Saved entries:
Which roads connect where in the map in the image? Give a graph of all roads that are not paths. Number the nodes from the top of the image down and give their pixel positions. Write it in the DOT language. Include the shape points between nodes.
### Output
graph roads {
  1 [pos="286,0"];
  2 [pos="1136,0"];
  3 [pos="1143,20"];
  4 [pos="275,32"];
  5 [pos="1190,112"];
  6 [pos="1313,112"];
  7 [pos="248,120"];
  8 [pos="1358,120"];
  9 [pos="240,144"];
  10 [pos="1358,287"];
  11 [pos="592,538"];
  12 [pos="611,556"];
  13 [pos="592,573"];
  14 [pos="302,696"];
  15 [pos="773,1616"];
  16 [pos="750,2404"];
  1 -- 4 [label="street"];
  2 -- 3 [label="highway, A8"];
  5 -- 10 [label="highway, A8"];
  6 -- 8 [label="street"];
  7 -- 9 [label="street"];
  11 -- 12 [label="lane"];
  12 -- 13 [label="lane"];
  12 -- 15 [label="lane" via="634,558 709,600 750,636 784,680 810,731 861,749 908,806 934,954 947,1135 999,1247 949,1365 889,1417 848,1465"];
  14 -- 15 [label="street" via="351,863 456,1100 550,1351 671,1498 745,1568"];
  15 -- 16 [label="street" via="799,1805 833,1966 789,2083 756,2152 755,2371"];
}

--

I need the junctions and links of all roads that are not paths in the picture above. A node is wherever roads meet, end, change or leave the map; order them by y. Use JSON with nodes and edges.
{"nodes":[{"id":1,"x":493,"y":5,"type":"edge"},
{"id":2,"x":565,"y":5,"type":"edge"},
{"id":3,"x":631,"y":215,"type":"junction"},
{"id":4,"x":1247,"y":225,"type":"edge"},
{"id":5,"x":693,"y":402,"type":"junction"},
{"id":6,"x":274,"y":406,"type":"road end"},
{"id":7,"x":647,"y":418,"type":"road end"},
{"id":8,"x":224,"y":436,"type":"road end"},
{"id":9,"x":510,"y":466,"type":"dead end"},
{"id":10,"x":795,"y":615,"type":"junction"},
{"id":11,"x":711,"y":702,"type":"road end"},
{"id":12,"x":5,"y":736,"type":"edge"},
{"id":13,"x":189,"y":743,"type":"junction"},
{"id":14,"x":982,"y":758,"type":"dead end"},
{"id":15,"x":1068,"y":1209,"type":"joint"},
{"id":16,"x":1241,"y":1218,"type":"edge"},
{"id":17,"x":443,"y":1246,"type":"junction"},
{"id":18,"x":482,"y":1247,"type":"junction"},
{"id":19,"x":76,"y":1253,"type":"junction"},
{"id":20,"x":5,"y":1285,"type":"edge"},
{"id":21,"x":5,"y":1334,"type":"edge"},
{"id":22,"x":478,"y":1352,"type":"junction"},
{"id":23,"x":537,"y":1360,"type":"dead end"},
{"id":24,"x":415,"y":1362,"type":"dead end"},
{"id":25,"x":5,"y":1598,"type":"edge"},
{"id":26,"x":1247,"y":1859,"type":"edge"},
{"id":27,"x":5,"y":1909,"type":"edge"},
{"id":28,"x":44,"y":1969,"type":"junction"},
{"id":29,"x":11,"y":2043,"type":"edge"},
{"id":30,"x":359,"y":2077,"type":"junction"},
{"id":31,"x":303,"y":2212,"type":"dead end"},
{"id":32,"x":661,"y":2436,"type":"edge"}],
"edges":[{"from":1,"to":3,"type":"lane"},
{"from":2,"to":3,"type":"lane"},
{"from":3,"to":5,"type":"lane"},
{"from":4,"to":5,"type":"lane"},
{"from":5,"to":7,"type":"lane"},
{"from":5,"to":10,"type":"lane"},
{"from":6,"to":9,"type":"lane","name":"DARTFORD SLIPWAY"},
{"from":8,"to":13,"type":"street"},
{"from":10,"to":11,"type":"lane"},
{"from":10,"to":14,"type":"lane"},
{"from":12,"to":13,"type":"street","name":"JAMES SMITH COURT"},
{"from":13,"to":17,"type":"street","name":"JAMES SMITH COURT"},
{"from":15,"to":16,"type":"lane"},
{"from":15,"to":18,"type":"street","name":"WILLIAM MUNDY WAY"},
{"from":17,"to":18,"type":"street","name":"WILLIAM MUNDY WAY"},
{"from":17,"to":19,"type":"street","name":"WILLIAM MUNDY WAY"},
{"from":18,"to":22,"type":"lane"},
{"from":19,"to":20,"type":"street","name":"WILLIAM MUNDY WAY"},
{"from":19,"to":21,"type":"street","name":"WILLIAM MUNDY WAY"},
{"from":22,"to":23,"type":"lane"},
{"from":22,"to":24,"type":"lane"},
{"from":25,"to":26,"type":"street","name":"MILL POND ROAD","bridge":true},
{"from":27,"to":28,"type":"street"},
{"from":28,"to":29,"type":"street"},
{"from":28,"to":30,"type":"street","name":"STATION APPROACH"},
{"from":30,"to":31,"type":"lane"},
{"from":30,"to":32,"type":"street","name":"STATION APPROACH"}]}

---

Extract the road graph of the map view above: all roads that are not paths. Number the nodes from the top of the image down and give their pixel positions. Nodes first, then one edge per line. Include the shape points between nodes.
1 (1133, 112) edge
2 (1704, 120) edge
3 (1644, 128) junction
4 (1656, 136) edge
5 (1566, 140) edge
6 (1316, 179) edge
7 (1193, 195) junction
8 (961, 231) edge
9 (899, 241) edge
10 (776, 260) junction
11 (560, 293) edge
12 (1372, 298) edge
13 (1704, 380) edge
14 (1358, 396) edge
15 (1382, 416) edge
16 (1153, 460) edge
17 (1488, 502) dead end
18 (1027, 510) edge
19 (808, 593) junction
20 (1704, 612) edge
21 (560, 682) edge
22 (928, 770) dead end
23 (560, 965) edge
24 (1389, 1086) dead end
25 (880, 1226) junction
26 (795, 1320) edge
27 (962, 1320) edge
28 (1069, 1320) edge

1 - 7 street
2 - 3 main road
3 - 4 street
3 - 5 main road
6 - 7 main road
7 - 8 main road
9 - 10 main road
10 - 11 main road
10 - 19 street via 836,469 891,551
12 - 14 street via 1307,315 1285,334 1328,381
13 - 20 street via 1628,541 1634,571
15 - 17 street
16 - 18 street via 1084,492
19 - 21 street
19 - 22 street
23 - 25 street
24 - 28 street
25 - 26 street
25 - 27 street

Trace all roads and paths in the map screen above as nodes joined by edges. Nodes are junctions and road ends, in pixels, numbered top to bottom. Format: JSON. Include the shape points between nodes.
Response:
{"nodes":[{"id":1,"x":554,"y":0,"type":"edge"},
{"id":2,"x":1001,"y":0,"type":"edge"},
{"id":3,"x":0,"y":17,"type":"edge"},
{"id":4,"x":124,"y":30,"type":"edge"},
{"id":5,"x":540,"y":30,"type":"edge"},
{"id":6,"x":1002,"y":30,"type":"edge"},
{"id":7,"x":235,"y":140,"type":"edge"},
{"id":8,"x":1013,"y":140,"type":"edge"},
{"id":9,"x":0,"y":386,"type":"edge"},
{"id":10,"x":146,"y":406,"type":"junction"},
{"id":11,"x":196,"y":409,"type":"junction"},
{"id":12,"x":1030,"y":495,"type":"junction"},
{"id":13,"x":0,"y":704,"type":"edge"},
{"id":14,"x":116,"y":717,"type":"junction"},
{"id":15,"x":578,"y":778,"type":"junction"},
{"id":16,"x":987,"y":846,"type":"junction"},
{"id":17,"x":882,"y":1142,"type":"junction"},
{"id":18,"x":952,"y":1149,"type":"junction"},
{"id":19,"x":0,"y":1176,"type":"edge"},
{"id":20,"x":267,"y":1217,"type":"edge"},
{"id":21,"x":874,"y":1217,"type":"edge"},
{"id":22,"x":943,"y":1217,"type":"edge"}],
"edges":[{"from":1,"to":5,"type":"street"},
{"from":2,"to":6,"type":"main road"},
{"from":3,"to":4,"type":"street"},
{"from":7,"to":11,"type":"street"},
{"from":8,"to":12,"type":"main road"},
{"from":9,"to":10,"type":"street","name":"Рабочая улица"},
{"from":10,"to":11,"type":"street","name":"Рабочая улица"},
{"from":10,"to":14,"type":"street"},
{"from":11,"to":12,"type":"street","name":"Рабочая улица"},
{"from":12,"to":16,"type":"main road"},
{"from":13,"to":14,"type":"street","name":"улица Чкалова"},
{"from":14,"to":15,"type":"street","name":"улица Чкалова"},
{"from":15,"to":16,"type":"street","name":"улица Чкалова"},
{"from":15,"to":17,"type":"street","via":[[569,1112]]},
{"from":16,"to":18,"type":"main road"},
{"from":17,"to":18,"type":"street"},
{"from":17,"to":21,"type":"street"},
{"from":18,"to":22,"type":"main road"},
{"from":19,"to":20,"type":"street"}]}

* **ACTIVITY**:
Print again the lines of the entries above that fall between the line holding "Extract the road" and the line holding "Trace all roads", inclusive, exactly as they stand.

* **SOLUTION**:
Extract the road graph of the map view above: all roads that are not paths. Number the nodes from the top of the image down and give their pixel positions. Nodes first, then one edge per line. Include the shape points between nodes.
1 (1133, 112) edge
2 (1704, 120) edge
3 (1644, 128) junction
4 (1656, 136) edge
5 (1566, 140) edge
6 (1316, 179) edge
7 (1193, 195) junction
8 (961, 231) edge
9 (899, 241) edge
10 (776, 260) junction
11 (560, 293) edge
12 (1372, 298) edge
13 (1704, 380) edge
14 (1358, 396) edge
15 (1382, 416) edge
16 (1153, 460) edge
17 (1488, 502) dead end
18 (1027, 510) edge
19 (808, 593) junction
20 (1704, 612) edge
21 (560, 682) edge
22 (928, 770) dead end
23 (560, 965) edge
24 (1389, 1086) dead end
25 (880, 1226) junction
26 (795, 1320) edge
27 (962, 1320) edge
28 (1069, 1320) edge

1 - 7 street
2 - 3 main road
3 - 4 street
3 - 5 main road
6 - 7 main road
7 - 8 main road
9 - 10 main road
10 - 11 main road
10 - 19 street via 836,469 891,551
12 - 14 street via 1307,315 1285,334 1328,381
13 - 20 street via 1628,541 1634,571
15 - 17 street
16 - 18 street via 1084,492
19 - 21 street
19 - 22 street
23 - 25 street
24 - 28 street
25 - 26 street
25 - 27 street

Trace all roads and paths in the map screen above as nodes joined by edges. Nodes are junctions and road ends, in pixels, numbered top to bottom. Format: JSON. Include the shape points between nodes.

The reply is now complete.